▸ **Work instruction**
For the data below, give the number of lines that include the word "nodes" and nothing else.

[Opening Working data section]

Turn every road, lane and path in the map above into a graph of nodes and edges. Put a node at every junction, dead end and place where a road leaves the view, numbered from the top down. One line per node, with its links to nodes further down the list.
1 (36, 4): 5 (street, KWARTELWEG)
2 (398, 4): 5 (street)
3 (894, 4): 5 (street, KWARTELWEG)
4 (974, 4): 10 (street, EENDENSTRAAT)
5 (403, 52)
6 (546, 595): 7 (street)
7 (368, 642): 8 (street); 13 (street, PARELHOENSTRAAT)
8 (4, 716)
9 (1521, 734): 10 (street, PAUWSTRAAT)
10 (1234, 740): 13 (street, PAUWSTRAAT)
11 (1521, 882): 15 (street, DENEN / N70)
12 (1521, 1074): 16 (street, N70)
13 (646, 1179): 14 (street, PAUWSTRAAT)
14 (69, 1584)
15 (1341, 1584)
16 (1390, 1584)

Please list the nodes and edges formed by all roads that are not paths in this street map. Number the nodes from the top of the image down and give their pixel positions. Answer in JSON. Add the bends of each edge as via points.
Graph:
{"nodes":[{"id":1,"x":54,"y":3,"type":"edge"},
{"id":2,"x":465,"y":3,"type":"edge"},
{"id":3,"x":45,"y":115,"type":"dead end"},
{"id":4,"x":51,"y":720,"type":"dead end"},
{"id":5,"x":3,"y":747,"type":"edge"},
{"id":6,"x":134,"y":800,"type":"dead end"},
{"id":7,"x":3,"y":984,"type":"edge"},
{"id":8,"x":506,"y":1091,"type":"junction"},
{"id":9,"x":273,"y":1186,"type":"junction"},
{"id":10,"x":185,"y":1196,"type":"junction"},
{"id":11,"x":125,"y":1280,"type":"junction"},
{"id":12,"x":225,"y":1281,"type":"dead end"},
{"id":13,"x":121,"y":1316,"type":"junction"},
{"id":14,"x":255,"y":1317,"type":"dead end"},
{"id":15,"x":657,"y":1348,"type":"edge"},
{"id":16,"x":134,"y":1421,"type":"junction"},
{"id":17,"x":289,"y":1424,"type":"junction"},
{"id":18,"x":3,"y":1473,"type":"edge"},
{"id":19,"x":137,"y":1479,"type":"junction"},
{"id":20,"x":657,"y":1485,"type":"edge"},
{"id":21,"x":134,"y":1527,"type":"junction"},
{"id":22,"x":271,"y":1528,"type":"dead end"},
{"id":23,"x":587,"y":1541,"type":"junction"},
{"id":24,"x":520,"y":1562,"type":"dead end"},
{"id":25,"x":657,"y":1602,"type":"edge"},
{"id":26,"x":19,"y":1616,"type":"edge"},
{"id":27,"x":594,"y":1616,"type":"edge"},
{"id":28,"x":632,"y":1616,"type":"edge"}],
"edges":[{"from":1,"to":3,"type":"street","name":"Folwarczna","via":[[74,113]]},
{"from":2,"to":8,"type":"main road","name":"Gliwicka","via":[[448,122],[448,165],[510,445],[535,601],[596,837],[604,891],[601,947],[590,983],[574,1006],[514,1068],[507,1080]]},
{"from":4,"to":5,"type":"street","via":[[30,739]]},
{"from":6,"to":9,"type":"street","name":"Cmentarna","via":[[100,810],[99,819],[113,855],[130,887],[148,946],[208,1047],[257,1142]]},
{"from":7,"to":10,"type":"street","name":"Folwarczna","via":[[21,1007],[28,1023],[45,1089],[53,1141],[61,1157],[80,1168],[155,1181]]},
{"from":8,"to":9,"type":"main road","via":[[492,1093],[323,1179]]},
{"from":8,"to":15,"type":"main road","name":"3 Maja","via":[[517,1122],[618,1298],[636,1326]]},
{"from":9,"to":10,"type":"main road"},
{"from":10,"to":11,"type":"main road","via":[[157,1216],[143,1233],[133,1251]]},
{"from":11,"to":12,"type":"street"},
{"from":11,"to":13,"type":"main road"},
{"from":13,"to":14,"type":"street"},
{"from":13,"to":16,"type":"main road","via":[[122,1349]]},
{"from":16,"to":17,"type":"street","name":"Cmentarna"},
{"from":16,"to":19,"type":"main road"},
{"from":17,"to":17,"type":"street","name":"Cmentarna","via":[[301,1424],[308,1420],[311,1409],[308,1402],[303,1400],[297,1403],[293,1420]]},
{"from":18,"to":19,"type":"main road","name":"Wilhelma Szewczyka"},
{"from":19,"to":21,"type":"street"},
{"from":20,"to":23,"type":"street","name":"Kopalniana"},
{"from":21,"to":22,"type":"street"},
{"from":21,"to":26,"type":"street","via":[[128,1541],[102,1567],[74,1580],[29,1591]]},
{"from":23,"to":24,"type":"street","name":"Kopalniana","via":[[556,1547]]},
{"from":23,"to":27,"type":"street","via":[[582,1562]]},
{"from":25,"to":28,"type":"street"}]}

[Closing Working data section]

▸ **Answer to this task**
3